---------- Working data ----------
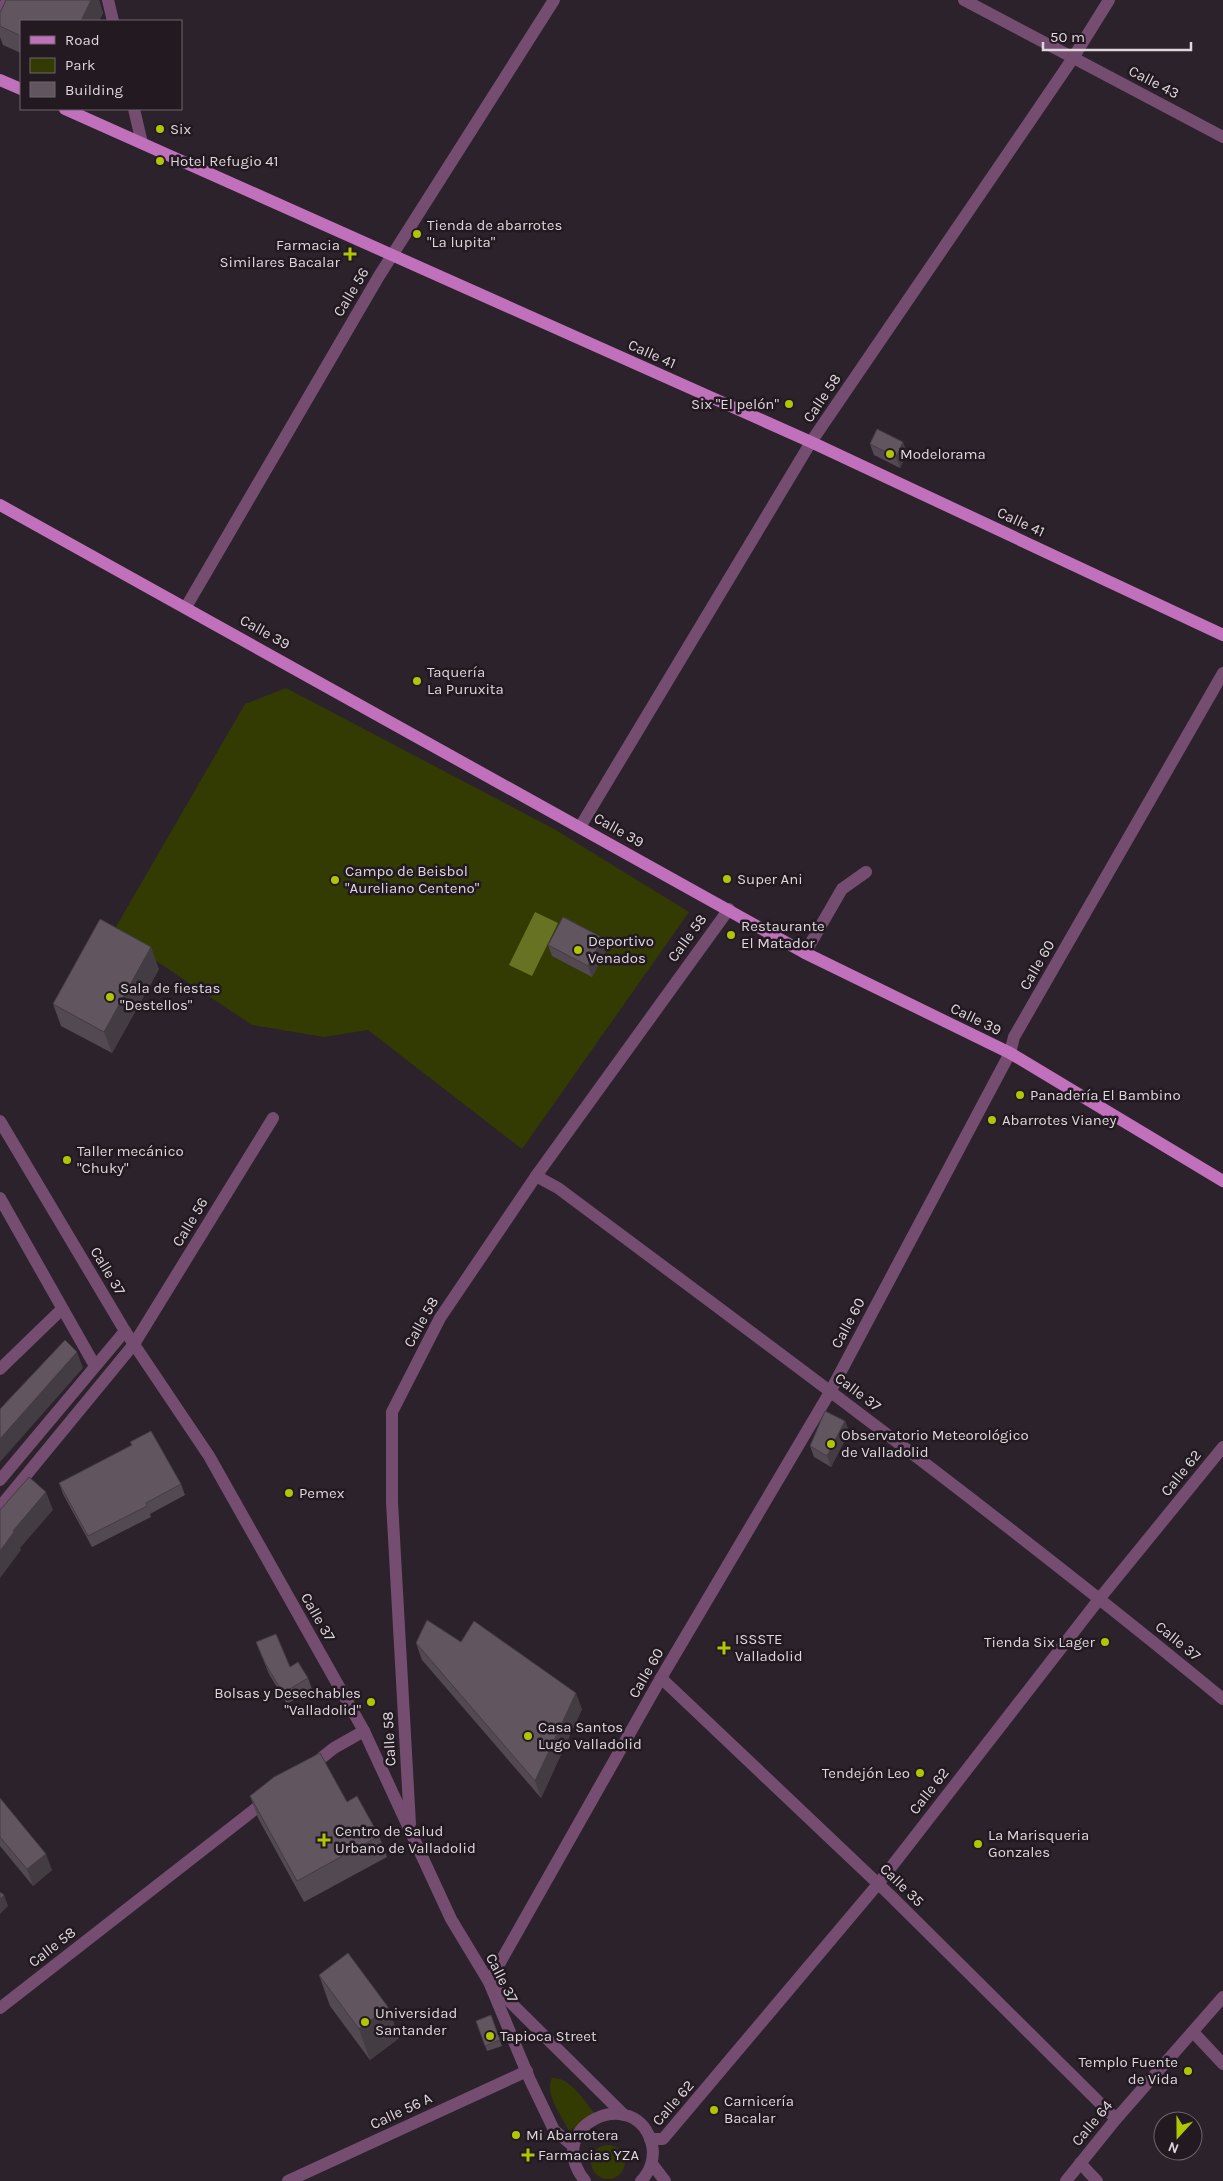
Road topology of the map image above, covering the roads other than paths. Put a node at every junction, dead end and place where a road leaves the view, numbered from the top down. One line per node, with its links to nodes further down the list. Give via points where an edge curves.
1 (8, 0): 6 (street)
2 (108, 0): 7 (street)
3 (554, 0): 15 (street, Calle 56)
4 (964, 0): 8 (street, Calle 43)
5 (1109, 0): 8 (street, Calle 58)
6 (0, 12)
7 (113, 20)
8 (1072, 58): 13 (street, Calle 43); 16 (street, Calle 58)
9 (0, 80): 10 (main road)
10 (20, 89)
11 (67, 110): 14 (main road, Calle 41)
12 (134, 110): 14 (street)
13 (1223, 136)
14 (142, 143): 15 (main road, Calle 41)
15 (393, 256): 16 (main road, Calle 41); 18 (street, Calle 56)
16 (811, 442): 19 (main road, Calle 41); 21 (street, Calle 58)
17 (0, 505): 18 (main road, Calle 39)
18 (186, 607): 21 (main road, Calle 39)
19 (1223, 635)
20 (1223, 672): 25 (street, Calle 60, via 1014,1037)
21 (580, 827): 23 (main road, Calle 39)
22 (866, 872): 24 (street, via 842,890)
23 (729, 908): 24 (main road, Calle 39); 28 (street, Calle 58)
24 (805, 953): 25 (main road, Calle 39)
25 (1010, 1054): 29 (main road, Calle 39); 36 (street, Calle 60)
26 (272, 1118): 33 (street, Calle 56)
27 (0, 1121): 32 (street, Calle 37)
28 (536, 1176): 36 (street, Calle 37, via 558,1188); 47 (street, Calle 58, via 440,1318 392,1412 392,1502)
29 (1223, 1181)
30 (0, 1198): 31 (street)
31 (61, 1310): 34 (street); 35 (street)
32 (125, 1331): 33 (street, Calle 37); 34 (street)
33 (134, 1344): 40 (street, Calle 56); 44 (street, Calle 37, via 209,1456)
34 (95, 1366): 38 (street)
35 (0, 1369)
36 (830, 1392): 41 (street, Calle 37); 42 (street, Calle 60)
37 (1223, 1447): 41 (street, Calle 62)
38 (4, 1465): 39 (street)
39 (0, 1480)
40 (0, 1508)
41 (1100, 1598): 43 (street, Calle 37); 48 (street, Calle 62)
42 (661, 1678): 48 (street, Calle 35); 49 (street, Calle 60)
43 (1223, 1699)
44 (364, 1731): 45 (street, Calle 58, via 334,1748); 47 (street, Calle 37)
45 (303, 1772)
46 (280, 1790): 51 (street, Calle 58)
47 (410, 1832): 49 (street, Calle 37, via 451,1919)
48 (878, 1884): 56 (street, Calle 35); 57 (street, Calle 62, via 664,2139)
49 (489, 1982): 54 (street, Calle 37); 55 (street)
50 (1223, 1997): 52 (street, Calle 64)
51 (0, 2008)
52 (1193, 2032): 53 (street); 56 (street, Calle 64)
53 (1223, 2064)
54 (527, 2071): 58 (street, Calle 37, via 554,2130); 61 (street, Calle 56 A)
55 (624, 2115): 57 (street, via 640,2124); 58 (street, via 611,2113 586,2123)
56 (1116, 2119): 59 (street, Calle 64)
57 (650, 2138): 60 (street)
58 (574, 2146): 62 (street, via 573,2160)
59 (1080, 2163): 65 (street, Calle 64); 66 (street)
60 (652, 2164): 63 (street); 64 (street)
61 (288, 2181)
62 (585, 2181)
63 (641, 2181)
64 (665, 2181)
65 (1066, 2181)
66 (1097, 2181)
----------
---------- Working data ----------
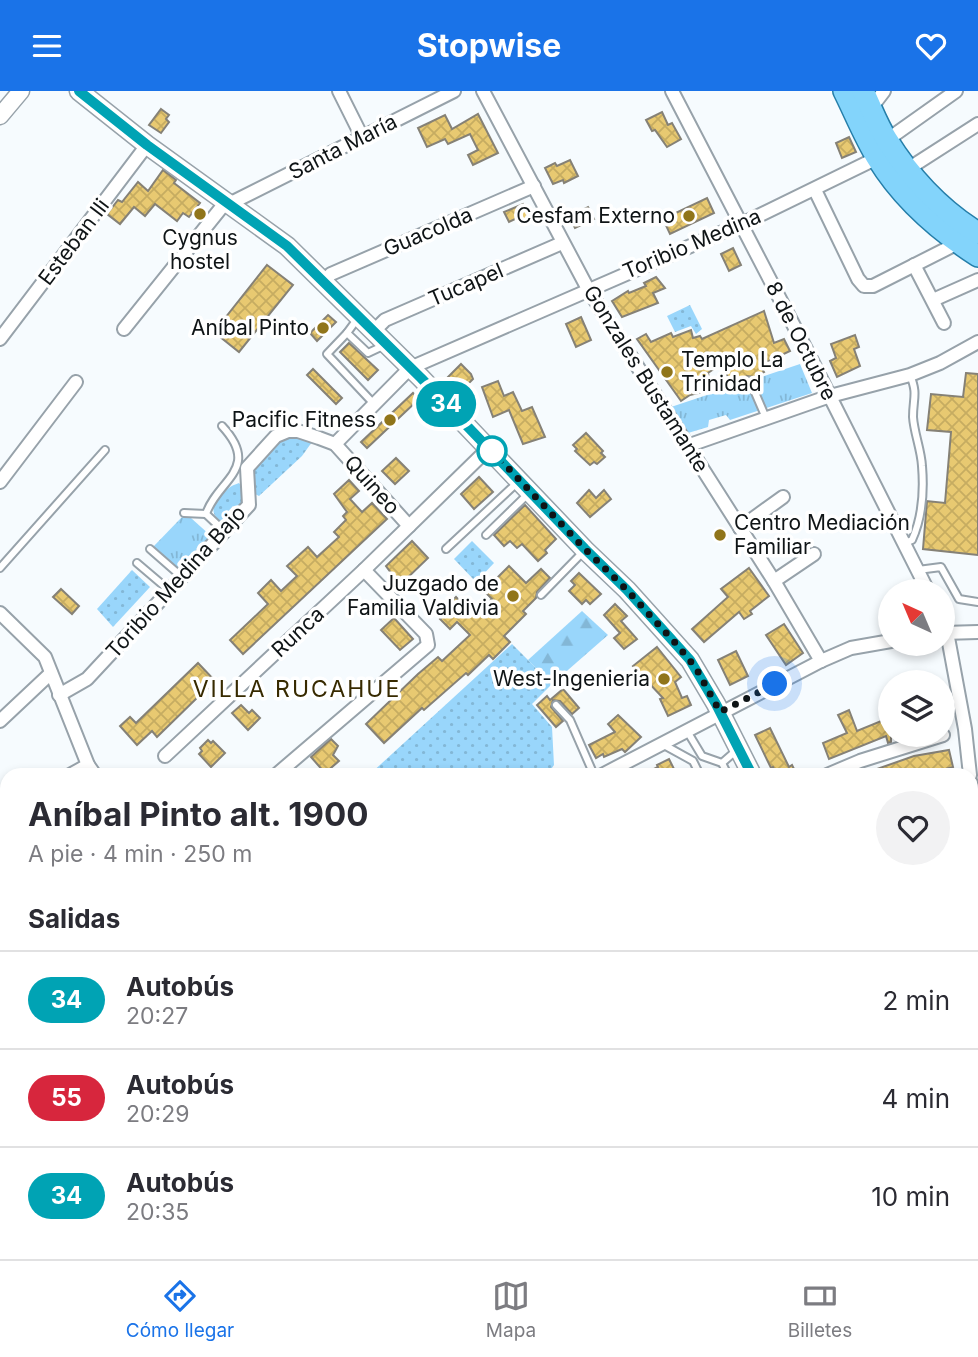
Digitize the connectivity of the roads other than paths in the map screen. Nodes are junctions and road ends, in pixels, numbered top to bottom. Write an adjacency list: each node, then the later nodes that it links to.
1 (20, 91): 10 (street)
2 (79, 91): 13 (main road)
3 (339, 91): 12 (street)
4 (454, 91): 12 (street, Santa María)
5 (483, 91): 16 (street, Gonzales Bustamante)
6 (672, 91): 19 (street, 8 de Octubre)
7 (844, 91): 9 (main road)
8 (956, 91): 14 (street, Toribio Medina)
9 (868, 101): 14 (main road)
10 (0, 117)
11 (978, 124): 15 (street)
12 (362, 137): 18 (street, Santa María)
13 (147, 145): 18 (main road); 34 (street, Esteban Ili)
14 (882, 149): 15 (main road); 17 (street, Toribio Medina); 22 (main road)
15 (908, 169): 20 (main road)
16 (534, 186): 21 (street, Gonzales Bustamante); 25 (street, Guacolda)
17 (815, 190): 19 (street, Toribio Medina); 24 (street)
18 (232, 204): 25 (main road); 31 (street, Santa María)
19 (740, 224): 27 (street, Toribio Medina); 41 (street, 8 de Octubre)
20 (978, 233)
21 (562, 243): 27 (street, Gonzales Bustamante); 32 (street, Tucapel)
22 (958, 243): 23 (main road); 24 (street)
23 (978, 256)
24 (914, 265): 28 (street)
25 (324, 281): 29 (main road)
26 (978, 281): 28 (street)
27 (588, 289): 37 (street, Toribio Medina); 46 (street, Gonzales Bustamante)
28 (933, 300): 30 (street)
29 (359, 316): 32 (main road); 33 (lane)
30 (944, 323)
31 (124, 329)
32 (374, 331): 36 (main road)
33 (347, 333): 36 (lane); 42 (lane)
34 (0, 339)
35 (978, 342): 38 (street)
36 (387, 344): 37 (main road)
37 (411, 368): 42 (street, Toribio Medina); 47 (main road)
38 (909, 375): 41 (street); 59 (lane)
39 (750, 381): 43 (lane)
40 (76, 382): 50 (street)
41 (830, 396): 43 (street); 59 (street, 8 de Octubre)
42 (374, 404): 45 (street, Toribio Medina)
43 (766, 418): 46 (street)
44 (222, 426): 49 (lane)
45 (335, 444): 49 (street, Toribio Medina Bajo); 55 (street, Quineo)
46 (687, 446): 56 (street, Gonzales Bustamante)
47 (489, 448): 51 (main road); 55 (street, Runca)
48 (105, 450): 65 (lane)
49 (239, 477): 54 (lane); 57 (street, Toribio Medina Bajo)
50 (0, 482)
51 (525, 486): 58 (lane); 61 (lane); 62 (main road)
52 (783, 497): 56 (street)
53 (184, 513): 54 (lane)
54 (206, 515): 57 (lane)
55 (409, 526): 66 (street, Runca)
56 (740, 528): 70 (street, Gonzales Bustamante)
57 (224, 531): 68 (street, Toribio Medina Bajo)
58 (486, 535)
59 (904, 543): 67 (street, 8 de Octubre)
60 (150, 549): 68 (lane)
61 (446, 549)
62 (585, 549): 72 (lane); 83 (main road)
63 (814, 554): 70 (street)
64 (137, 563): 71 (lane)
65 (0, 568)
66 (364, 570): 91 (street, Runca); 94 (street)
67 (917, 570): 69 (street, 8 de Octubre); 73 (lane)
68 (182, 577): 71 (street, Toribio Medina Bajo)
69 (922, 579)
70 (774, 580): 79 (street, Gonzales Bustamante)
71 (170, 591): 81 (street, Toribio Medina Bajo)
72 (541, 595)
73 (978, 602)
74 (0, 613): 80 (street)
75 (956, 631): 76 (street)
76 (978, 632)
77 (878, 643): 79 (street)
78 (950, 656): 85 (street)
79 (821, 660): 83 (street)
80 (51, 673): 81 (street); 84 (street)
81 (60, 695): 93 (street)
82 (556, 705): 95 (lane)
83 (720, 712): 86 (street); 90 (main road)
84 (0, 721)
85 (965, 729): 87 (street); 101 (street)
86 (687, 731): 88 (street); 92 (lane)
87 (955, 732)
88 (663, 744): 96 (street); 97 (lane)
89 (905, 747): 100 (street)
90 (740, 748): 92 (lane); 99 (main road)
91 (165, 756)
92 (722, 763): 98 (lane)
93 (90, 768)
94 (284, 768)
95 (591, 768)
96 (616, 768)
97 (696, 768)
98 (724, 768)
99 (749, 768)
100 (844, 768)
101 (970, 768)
----------
---------- Working data ----------
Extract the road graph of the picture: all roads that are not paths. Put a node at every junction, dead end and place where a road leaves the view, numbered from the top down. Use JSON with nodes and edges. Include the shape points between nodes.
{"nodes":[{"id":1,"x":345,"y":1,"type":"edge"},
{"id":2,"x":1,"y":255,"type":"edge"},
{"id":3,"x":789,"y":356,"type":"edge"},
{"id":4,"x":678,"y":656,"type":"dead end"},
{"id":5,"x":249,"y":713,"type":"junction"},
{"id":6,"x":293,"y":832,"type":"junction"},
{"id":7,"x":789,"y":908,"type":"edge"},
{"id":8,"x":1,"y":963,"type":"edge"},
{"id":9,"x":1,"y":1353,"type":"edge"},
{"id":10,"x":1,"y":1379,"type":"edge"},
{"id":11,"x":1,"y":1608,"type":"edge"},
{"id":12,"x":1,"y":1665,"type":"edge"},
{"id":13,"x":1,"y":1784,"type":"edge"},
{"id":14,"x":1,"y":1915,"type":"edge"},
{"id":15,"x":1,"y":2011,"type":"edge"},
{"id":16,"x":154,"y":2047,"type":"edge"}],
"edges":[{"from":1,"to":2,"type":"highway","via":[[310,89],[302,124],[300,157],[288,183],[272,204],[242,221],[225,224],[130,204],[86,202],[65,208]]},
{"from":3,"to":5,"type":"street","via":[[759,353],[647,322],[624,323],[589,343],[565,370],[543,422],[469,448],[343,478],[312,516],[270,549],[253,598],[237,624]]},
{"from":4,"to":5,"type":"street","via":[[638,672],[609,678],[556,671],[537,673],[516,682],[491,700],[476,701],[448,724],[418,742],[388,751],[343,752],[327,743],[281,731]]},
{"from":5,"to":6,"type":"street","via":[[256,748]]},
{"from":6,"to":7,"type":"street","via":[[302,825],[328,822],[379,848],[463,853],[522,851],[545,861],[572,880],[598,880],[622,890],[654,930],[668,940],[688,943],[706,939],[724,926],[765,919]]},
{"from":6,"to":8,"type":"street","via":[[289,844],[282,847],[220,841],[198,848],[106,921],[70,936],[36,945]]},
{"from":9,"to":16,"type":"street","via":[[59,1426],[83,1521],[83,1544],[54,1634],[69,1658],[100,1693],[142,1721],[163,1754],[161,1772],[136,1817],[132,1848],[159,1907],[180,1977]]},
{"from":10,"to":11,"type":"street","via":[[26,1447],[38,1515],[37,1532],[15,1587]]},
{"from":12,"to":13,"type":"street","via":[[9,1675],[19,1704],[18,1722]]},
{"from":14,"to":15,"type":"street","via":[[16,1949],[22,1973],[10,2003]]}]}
----------
Your instructions => Provide the number of lines in these entries that hold the word "Santa", without any accompanying text.

Output for this exercise => 3